Imagine your physical workspace being a TV tray - room for your monitor, keyboard and mouse with barely enough room for a pencil let alone a piece of paper. That's how it is with just one monitor. Now imagine getting a full size executive desk with an L side extension where you can spread out multiple multiple documents and multiple pages of your documents - AND your email inbox AND your YouTube window, AND the current weather, and a whole box of pens and pencils. 

It does not matter how big your primary monitor is - 2 (or more) monitors is the way to go. 

I have not met any multi-monitor user in the last 25+ years who didn't regret not moving to a multiple monitor setup sooner. 

One of the main things I have learned over the years is multi-monitor setups work best (or easiest) when all the monitors are the same size and run at the same resolutions. And while the human mind quickly learns to ignore the bezels between the two screens (much like the rear-view mirror in our cars become invisible - until needed), I have found the thinner the bezels the better - or at least look nicer. 

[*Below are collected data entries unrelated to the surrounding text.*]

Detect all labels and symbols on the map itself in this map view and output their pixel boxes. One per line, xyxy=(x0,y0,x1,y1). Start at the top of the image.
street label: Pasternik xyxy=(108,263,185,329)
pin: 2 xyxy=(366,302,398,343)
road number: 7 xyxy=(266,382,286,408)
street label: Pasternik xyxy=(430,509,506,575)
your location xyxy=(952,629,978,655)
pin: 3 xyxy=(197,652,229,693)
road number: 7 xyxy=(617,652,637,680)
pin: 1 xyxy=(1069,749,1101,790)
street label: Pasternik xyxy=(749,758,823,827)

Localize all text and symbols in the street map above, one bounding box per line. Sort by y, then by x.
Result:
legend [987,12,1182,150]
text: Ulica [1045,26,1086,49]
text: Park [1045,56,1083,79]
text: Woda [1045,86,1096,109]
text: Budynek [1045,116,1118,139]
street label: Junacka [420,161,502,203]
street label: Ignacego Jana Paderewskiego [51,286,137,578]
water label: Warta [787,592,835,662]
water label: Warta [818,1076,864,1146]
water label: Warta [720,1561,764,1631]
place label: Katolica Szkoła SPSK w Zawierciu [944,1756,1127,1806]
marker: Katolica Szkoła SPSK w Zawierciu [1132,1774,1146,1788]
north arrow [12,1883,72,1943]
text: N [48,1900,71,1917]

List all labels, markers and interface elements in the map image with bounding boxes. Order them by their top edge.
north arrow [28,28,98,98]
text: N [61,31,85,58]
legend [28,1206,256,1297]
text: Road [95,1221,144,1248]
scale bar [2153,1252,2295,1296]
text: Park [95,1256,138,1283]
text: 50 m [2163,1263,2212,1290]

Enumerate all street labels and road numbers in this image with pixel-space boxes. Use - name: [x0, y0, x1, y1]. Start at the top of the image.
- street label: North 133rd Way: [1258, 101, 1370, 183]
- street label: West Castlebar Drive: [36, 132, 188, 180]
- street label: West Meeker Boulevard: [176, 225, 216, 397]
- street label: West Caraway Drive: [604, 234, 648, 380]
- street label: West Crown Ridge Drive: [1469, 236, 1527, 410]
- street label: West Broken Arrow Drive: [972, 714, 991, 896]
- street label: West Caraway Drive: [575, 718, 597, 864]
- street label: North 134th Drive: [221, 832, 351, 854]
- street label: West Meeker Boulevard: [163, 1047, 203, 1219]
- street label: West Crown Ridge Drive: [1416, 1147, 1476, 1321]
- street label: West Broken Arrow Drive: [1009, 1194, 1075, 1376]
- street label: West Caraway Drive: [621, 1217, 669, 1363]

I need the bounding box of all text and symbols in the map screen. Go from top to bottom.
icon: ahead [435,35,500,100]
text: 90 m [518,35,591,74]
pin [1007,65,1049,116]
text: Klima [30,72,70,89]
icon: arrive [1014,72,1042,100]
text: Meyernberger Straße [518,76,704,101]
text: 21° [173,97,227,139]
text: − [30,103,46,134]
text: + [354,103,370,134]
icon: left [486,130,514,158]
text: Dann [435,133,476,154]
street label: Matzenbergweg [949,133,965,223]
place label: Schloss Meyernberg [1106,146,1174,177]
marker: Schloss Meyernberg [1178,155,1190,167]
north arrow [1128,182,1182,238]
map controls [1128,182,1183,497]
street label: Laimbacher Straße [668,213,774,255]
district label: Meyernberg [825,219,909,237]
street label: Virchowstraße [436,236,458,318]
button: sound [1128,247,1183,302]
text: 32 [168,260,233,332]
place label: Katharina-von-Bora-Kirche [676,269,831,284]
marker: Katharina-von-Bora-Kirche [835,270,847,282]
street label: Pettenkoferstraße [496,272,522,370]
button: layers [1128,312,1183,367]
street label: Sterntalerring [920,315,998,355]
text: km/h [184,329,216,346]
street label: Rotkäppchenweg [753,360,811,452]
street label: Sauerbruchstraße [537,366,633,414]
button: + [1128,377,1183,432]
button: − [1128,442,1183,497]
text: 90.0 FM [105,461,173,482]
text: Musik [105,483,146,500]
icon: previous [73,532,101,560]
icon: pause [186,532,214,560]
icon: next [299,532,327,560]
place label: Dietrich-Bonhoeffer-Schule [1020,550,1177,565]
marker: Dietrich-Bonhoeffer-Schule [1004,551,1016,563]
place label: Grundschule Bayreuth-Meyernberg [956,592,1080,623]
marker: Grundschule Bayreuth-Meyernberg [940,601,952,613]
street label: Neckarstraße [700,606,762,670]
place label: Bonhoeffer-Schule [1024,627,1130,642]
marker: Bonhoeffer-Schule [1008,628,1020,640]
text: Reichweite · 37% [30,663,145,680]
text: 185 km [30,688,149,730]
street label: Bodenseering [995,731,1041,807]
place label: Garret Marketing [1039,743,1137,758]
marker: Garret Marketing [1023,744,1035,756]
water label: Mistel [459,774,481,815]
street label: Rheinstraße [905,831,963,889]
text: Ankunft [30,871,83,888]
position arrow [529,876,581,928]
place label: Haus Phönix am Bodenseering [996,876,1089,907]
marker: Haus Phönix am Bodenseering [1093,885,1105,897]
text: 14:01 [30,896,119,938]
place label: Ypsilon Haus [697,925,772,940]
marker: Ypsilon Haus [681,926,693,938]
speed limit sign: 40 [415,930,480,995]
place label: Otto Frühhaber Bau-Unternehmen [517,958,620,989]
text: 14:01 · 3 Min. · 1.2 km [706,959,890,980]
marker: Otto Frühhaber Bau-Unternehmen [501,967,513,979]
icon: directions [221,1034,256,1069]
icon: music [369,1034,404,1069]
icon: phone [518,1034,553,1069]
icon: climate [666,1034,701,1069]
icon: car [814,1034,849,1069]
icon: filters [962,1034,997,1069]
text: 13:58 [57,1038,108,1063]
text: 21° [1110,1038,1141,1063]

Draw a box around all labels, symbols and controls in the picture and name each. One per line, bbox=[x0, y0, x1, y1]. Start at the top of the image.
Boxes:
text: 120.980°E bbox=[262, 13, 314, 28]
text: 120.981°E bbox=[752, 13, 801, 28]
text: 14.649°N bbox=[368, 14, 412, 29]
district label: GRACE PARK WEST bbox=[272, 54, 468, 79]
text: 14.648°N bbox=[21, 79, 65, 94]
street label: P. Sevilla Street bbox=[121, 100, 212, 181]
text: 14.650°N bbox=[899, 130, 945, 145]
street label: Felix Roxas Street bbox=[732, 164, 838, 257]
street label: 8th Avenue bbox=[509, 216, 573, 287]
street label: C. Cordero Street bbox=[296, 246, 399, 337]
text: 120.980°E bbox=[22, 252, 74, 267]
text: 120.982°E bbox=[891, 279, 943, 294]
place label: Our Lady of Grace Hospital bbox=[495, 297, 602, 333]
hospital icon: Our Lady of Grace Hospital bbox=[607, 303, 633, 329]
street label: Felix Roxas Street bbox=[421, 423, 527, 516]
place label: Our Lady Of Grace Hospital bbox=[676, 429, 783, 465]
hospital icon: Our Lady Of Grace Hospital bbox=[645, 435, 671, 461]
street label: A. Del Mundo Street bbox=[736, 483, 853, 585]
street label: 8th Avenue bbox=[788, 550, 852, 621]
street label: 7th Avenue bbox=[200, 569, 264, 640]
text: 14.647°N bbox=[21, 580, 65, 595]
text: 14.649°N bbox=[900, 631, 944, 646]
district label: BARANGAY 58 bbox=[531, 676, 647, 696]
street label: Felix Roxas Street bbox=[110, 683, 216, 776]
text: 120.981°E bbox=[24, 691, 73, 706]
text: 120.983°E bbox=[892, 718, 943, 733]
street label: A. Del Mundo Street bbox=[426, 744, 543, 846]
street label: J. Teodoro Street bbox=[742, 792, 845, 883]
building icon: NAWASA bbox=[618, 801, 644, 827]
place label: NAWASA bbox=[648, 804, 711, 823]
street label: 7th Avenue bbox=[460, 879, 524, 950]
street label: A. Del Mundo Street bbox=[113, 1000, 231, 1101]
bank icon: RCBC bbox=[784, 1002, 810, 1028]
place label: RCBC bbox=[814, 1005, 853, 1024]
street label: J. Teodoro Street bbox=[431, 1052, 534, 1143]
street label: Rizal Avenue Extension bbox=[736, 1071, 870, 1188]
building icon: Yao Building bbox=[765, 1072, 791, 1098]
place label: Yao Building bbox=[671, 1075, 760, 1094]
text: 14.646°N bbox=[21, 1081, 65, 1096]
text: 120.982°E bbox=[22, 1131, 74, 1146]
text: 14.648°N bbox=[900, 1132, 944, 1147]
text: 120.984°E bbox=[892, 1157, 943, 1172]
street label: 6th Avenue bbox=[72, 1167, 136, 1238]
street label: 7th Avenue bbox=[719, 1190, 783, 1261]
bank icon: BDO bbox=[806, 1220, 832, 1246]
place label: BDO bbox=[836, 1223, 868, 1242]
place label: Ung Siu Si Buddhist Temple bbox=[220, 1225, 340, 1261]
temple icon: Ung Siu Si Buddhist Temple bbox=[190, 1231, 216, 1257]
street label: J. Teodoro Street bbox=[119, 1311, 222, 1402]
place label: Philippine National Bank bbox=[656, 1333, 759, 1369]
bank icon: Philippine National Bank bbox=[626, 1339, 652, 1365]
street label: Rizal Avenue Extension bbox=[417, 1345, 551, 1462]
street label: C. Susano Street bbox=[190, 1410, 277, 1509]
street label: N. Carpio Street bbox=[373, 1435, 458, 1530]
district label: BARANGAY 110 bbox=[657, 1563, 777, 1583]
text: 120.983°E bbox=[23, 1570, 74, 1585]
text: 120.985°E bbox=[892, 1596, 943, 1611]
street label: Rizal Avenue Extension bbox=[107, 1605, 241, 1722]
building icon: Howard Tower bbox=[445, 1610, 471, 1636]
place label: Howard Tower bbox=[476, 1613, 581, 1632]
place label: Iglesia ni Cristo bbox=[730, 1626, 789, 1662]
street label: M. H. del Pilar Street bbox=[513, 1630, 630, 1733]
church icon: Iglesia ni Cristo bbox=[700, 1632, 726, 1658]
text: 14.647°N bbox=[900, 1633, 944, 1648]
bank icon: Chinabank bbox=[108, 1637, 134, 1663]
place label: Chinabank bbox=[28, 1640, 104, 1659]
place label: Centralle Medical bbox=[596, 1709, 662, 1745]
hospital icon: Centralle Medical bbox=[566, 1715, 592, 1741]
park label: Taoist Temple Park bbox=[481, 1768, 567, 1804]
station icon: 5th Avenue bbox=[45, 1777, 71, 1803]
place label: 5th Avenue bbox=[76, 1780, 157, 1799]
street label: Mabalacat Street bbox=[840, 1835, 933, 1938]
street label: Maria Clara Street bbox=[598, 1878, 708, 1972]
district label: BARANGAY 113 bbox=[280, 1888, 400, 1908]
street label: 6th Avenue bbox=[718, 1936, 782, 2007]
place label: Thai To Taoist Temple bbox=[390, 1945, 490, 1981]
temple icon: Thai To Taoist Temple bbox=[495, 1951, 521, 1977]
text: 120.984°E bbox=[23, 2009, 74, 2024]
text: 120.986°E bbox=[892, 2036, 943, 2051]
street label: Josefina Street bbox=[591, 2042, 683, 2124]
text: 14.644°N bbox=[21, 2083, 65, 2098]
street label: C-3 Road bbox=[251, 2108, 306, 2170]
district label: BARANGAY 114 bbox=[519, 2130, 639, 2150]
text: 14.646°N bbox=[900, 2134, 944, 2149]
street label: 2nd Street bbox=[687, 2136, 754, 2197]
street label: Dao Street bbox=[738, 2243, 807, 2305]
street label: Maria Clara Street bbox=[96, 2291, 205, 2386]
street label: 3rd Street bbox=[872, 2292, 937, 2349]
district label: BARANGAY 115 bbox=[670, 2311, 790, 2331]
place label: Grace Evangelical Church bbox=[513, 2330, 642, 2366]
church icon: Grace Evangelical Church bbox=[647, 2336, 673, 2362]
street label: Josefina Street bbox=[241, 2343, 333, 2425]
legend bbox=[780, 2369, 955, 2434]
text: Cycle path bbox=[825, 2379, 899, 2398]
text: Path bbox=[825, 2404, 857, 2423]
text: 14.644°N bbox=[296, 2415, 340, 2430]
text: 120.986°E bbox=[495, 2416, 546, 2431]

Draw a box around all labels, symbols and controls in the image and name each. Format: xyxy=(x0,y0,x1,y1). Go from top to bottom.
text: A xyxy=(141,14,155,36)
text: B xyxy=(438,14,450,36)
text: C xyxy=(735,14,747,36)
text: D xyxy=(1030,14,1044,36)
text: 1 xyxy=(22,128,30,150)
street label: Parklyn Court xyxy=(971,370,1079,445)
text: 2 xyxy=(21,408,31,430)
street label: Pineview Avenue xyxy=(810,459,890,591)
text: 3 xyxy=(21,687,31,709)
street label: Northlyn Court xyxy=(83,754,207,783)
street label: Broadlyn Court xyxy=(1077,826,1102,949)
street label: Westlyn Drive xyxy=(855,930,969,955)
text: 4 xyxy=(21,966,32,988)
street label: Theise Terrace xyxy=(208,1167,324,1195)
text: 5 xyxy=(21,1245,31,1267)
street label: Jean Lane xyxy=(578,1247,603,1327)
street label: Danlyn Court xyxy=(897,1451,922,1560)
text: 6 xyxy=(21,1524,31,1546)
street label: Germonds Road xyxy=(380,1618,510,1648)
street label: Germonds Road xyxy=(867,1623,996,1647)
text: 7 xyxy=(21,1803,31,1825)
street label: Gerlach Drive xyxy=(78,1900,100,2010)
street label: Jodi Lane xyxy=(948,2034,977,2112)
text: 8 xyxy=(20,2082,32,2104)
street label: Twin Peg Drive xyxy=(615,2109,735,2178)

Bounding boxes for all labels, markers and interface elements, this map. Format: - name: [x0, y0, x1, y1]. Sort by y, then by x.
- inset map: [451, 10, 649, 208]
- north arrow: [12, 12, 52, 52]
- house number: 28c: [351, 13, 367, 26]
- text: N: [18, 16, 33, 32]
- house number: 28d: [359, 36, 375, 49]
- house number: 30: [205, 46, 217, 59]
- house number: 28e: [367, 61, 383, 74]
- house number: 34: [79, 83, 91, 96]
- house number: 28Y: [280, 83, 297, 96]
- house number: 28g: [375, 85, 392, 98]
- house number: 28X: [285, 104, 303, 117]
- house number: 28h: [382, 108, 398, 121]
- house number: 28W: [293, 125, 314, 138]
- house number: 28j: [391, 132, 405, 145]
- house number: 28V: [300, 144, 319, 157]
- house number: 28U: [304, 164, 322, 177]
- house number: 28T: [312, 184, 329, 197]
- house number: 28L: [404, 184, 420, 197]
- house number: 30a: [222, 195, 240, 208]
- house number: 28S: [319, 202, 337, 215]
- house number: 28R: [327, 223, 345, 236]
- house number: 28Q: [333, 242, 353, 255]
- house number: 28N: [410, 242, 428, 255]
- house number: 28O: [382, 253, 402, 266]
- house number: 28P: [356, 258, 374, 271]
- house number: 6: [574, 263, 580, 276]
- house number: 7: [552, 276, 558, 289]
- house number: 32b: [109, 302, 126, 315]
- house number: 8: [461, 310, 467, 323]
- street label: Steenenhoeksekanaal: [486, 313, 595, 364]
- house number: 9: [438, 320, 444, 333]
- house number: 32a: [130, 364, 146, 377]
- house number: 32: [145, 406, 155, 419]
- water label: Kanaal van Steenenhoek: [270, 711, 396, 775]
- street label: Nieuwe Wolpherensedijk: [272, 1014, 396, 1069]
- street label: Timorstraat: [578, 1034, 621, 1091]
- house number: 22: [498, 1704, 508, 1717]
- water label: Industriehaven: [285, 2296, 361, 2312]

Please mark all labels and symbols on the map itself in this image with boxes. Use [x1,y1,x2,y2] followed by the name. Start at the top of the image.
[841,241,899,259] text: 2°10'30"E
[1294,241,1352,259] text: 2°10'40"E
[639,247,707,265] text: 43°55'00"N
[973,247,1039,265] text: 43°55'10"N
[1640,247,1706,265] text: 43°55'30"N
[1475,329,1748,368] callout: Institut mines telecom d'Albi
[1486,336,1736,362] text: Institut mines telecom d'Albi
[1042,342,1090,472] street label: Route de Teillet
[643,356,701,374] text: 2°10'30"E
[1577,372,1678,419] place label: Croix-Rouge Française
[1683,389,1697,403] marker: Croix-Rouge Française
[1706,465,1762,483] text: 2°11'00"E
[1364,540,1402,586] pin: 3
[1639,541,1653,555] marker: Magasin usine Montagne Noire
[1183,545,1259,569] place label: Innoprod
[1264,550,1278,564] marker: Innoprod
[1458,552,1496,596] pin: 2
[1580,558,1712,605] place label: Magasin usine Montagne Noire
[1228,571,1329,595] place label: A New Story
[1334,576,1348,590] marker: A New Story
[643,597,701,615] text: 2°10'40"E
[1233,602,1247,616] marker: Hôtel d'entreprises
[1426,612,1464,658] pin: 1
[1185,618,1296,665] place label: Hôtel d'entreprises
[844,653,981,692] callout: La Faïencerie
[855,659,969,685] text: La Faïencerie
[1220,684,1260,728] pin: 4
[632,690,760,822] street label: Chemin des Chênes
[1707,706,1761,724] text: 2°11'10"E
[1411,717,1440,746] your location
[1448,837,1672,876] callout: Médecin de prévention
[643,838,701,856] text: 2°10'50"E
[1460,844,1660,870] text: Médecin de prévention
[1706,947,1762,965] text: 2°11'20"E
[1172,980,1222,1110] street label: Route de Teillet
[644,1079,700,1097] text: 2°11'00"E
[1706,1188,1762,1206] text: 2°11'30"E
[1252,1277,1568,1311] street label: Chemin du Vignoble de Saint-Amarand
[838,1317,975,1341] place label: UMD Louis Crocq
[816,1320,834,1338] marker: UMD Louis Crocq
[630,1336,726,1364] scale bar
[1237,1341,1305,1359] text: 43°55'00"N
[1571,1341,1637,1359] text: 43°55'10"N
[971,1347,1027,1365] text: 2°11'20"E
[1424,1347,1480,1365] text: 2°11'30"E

There's are a lot of really cool dual-monitor background/wallpaper images out there too.


----------



## PooPipeBoy (Mar 26, 2021)

Bill_Bright said:


> I personally think going small is a mistake. Have you run with a dual monitor setup before? Frankly, I don't see how anyone can live with just one monitor - at least not with their PCs.
> 
> I started using a dual monitor setup with W95, experimenting with a 15" 4:3 primary and 13" 4:3 secondary just to see if I could get the 2nd monitor to work. It was simple (and its even easier with W10). In a manner of an hour, I was hooked. Over the years as my financial status improved, I started having money left at the end of month and I was able to buy two new identical monitors at once. Hook, line and sinker now. I currently run 2 x 24" widescreens and I will give them up only when I am 6 feet under - or I upgrade to 2 x 27".
> 
> ...



I stopped by my local Cex outlet and picked up a 1080p Philips 24" monitor for US$65. It looks to be a Philips 243V5 with an 8ms response time. It has a few blemishes including a little dark patch but I expected no less with a second-hand screen. I might run with it for a little while.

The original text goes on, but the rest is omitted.